Getting ready for new generator....questions (of course!).

Joined
Mar 18, 2011
Messages
66
Location
South Alabama
First post here so "Howdy!". :) Located in south Alabama After years of "we need to get a generator"...we're finally getting a generator. We will be getting a Champion 7850/6250 dual-fuel generator in a couple of weeks...on order, slow boat. Anyhow, I've got some questions/thoughts that I'd appreciate some feedback on...so I'll know I'm on the right track.

Calculating a 20% running overhead and including a 1200w surge for a side-by-side refrigerator the generator will be running and handling surges at roughly 50% load.

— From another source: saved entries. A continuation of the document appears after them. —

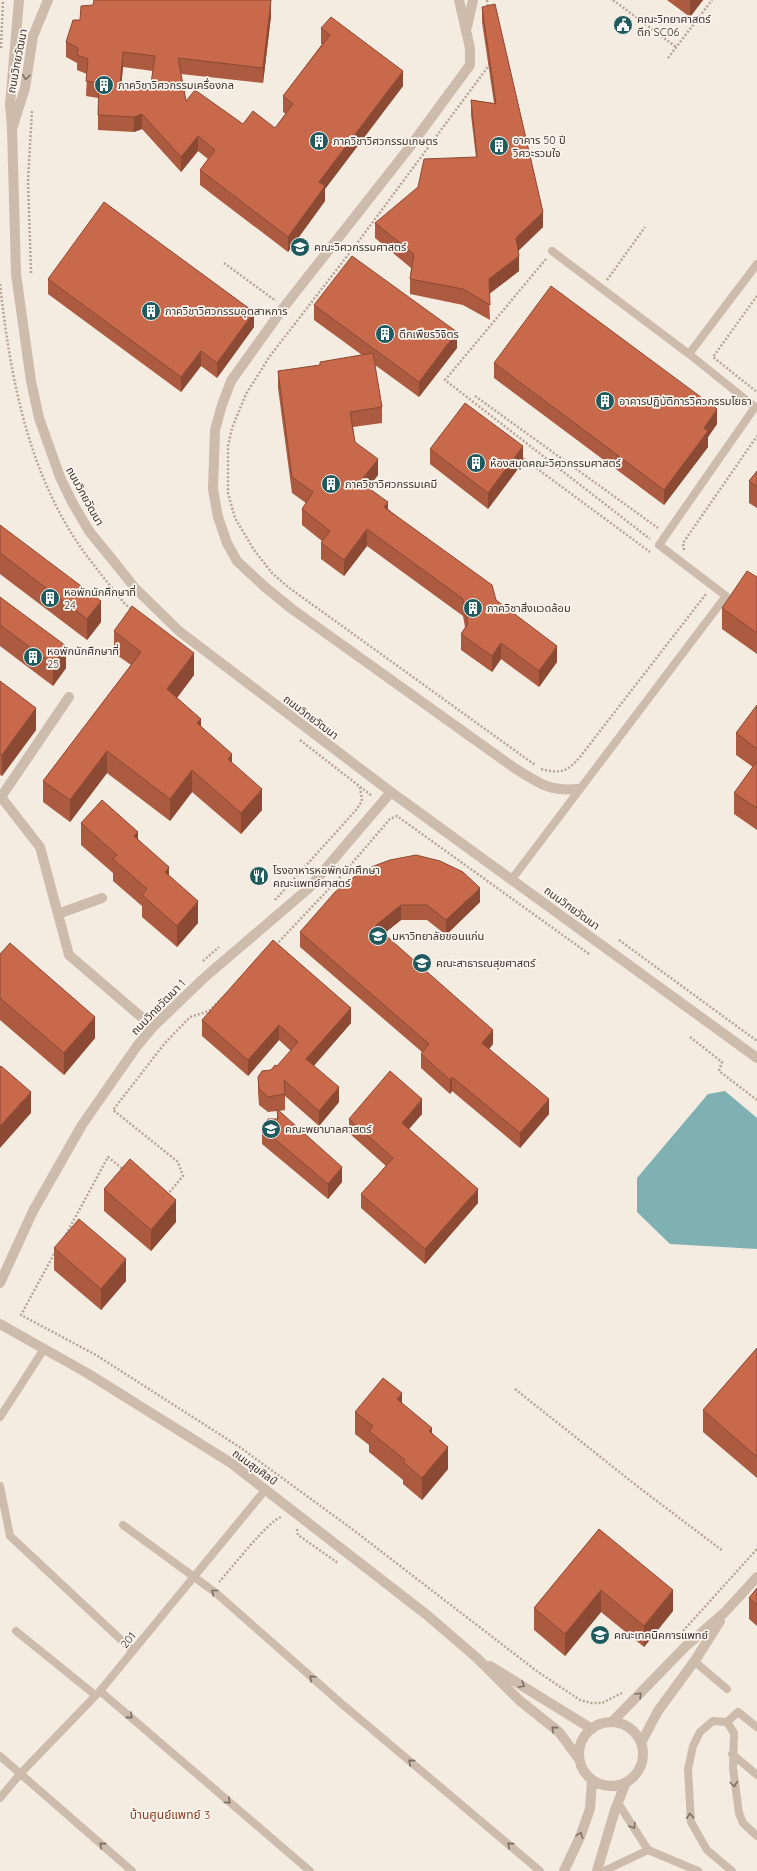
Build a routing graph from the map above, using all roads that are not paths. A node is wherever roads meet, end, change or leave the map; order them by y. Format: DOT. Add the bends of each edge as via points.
graph roads {
  1 [pos="19,0"];
  2 [pos="48,0"];
  3 [pos="460,0"];
  4 [pos="472,0"];
  5 [pos="466,28"];
  6 [pos="12,128"];
  7 [pos="552,251"];
  8 [pos="757,264"];
  9 [pos="689,354"];
  10 [pos="69,697"];
  11 [pos="578,790"];
  12 [pos="391,792"];
  13 [pos="512,879"];
  14 [pos="102,898"];
  15 [pos="58,914"];
  16 [pos="153,1028"];
  17 [pos="757,1058"];
  18 [pos="0,1283"];
  19 [pos="0,1324"];
  20 [pos="44,1349"];
  21 [pos="0,1418"];
  22 [pos="0,1486"];
  23 [pos="266,1489"];
  24 [pos="123,1525"];
  25 [pos="757,1576"];
  26 [pos="194,1577"];
  27 [pos="725,1612"];
  28 [pos="16,1631"];
  29 [pos="133,1651"];
  30 [pos="476,1658"];
  31 [pos="694,1661"];
  32 [pos="727,1689"];
  33 [pos="98,1693"];
  34 [pos="612,1722"];
  35 [pos="727,1722"];
  36 [pos="757,1727"];
  37 [pos="592,1729"];
  38 [pos="641,1743"];
  39 [pos="732,1754"];
  40 [pos="0,1756"];
  41 [pos="579,1759"];
  42 [pos="20,1774"];
  43 [pos="757,1775"];
  44 [pos="592,1780"];
  45 [pos="626,1782"];
  46 [pos="0,1798"];
  47 [pos="618,1802"];
  48 [pos="755,1831"];
  49 [pos="648,1850"];
  50 [pos="132,1871"];
  51 [pos="310,1871"];
  52 [pos="540,1871"];
  53 [pos="564,1871"];
  54 [pos="597,1871"];
  55 [pos="604,1871"];
  56 [pos="698,1871"];
  57 [pos="732,1871"];
  1 -- 6 [label="street, ถนนวิทยวัฒนา" via="10,105"];
  2 -- 6 [label="street, ถนนวิทยวัฒนา, one-way" via="33,36 25,88"];
  3 -- 5 [label="street"];
  4 -- 5 [label="street"];
  5 -- 11 [label="street" via="470,65 465,74 284,307 231,381 215,430 214,489 218,517 227,543 237,561 292,609 539,784 561,791"];
  6 -- 12 [label="street, ถนนวิทยวัฒนา" via="16,274 31,381 39,418 60,477 89,530 135,588 179,631"];
  7 -- 9 [label="lane"];
  8 -- 9 [label="lane"];
  9 -- 11 [label="lane" via="755,407 659,546 726,596"];
  10 -- 15 [label="street" via="1,797 40,847"];
  11 -- 13 [label="lane"];
  12 -- 13 [label="street, ถนนวิทยวัฒนา"];
  12 -- 16 [label="street, ถนนวิทยวัฒนา 1" via="309,888 204,977"];
  13 -- 17 [label="street, ถนนวิทยวัฒนา"];
  14 -- 15 [label="street"];
  15 -- 16 [label="street" via="69,955"];
  16 -- 18 [label="street, ถนนวิทยวัฒนา 1" via="82,1125 33,1211"];
  19 -- 20 [label="street, ถนนสุขศิลป์"];
  20 -- 21 [label="lane"];
  20 -- 23 [label="street, ถนนสุขศิลป์" via="231,1463"];
  22 -- 29 [label="lane" via="10,1536"];
  23 -- 26 [label="lane, 201"];
  23 -- 30 [label="street, ถนนสุขศิลป์" via="427,1615"];
  24 -- 26 [label="lane"];
  25 -- 27 [label="street"];
  26 -- 29 [label="lane, 201"];
  52 -- 26 [label="lane, one-way"];
  27 -- 31 [label="street"];
  34 -- 27 [label="street, one-way" via="685,1647"];
  28 -- 33 [label="lane"];
  29 -- 33 [label="lane, 201"];
  30 -- 37 [label="street, one-way"];
  41 -- 30 [label="street, one-way" via="559,1732 519,1700"];
  31 -- 32 [label="lane"];
  31 -- 38 [label="street" via="658,1711"];
  33 -- 42 [label="lane, 201"];
  33 -- 51 [label="lane, one-way"];
  34 -- 37 [label="street"];
  34 -- 38 [label="street" via="629,1728"];
  35 -- 36 [label="lane" via="738,1712"];
  35 -- 39 [label="lane" via="734,1733"];
  57 -- 35 [label="lane, one-way" via="707,1850 691,1822 688,1769 693,1746 700,1732 713,1721"];
  37 -- 41 [label="street" via="581,1742"];
  38 -- 45 [label="street" via="642,1761 639,1770"];
  39 -- 43 [label="lane"];
  39 -- 48 [label="lane, one-way" via="739,1813 743,1823"];
  40 -- 42 [label="lane"];
  41 -- 44 [label="street" via="581,1767"];
  42 -- 46 [label="lane, 201"];
  50 -- 42 [label="lane, one-way"];
  44 -- 45 [label="street" via="610,1786"];
  53 -- 44 [label="street, one-way" via="590,1809"];
  45 -- 47 [label="street"];
  47 -- 49 [label="lane, one-way"];
  47 -- 54 [label="street"];
  49 -- 55 [label="lane"];
  49 -- 56 [label="lane"];
}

The generator will be used for emergency power outages and *maybe* for remote building projects. Living where we do we are not immune to hurricanes and can have power outages for a few hours to a couple of days. The "days" long outages are not very frequent, thank goodness, but...you never know. The longest we've been out is five days back after Opal came through. So, the generator won't be ran that often for extended times but when I want it to work, I want it to work. ;)

I've already figured out (from reading here on the forum) to swap out the Torch plug for a NGK. Weird thing about that is that the specs state it comes with a Torch but the recommendation is for the NGK. Seems Champion would have already swapped them out. Anyhow...on to the questions.

Oil? Recommended is 10W30. I was thinking of Mobil 1 10W30 Synthetic. I run it in my '03 Jeep and have just switched from the extended mileage version to the high-mileage version at 107,400 miles. I do want an oil that will give the generator it's best protection when it's used. It seems to make sense to use what I normally keep on hand and that looks like that will now be Mobil 1 10W30 Synthetic High Mileage. Should I look for a different oil? I'm game for stocking some specifically for the generator if it will serve the generator better.

I've tossed it back and forth between going with an interlock and receptacle or going with a Reliance 6-circuit transfer switch. I think either one is safe but it seems like a lot of wear-and-tear on breakers in the main breaker box in turning them on and off each time you or and shut-off the generator. I'm pretty much sold on the transfer switch. Any thoughts on going this route, installation suggestions or whatever is appreciated.

I sent our propane company a query on getting a connection for the generator installed. Just emailed them today so it'll be next week before I hear from them. We have a 500 gallon tank that we use. I believe I will need to replace the regulator on the tank in order to run the generator. Then, on the house-side of where I tee off for the generator line the old, lower pressure regulator can be installed to serve the house. That sound about right?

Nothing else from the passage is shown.